Supplied entries.
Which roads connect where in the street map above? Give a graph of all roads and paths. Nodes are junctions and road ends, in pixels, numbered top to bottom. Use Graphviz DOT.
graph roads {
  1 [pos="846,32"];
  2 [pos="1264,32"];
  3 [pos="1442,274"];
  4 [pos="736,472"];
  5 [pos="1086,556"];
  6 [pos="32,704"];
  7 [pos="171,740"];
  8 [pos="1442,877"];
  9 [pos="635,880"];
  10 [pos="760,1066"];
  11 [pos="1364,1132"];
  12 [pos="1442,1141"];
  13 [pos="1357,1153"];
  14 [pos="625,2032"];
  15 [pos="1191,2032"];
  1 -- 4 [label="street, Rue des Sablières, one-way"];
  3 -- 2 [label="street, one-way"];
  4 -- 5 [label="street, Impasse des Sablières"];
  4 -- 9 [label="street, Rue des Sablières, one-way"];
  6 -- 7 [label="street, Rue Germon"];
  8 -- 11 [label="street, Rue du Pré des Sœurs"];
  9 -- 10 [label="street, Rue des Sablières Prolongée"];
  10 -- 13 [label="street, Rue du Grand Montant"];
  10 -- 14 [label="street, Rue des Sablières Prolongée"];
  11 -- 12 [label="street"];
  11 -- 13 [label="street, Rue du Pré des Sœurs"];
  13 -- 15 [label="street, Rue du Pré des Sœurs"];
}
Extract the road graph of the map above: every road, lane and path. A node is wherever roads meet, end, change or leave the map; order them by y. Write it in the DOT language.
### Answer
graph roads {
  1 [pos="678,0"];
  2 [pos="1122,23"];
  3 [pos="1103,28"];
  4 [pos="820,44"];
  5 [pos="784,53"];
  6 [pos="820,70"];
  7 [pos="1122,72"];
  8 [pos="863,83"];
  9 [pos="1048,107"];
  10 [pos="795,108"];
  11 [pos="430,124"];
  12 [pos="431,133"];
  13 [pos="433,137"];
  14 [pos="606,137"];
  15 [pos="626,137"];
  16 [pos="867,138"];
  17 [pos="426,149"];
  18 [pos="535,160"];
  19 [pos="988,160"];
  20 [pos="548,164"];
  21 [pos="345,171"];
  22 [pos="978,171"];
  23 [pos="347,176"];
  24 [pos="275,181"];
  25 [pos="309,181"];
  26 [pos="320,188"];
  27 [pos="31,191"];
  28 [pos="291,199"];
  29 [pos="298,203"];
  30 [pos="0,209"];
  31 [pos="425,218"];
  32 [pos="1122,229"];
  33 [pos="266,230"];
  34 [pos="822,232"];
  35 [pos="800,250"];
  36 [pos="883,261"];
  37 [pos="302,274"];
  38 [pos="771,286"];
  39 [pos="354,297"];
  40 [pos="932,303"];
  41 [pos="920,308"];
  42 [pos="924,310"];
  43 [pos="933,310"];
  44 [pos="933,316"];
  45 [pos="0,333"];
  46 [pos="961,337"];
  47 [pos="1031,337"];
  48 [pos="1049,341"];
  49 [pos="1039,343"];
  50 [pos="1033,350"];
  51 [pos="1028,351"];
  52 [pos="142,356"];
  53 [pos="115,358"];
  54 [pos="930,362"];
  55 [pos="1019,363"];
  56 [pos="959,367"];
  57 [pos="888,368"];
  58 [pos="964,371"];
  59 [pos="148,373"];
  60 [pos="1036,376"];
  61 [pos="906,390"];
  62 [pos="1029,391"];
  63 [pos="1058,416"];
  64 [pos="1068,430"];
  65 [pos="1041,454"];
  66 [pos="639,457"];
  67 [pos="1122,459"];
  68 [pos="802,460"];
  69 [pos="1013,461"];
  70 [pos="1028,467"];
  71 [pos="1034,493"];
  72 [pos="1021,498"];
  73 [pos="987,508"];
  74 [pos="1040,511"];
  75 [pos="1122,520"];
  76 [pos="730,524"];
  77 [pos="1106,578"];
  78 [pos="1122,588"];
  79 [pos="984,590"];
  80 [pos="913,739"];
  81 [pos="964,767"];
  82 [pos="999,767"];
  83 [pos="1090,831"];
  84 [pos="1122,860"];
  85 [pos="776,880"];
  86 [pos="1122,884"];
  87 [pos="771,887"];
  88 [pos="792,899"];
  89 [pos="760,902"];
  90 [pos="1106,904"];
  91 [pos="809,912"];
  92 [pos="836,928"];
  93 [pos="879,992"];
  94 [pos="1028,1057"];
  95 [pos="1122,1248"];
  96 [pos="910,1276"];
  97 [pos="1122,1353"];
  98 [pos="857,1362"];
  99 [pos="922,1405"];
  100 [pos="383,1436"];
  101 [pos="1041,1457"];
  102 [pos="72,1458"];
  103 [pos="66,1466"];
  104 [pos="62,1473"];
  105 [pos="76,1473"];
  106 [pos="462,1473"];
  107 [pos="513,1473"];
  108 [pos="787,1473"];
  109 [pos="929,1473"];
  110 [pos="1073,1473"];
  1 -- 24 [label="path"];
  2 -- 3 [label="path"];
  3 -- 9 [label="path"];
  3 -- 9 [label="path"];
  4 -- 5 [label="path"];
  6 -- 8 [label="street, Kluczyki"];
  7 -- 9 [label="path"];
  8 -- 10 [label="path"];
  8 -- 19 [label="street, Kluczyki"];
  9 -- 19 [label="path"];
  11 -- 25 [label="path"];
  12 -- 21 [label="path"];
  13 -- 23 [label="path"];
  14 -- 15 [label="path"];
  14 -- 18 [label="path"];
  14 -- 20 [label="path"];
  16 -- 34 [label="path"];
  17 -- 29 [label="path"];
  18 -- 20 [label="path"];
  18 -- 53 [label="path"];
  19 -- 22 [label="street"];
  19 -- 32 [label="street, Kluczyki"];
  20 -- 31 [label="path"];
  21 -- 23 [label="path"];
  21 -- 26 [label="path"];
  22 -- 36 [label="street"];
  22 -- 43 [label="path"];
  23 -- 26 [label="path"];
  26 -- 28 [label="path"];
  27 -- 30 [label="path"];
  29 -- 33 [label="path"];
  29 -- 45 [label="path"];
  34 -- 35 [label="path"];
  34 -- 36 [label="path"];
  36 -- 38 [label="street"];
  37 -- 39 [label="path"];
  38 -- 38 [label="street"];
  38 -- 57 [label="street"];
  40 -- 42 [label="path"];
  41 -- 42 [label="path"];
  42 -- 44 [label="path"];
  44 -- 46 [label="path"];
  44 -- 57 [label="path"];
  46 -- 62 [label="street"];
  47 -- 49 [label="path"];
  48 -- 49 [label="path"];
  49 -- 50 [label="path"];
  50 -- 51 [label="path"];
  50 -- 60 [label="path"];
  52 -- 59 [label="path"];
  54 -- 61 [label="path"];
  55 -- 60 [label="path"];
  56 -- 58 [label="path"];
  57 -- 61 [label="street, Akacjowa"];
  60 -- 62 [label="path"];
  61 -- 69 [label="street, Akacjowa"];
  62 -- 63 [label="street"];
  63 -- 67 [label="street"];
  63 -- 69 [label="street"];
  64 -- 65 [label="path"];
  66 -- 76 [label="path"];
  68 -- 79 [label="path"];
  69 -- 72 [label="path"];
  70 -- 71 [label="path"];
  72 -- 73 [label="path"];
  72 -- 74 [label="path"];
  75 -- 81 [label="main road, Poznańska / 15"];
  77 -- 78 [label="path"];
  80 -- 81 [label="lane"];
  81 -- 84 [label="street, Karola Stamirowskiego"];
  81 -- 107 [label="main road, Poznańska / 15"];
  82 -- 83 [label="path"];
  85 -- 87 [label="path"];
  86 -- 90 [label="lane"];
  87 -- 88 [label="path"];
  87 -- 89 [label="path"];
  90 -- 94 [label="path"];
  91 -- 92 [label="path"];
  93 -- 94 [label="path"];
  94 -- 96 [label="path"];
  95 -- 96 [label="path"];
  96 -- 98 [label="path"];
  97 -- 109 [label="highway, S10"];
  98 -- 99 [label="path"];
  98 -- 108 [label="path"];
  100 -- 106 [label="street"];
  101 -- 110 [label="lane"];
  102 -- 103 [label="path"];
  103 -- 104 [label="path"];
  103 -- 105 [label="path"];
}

Exercise aim. In the entries above, find each line that includes the string "Sablières" and copy it.

Answer for this exercise.
  1 -- 4 [label="street, Rue des Sablières, one-way"];
  4 -- 5 [label="street, Impasse des Sablières"];
  4 -- 9 [label="street, Rue des Sablières, one-way"];
  9 -- 10 [label="street, Rue des Sablières Prolongée"];
  10 -- 14 [label="street, Rue des Sablières Prolongée"];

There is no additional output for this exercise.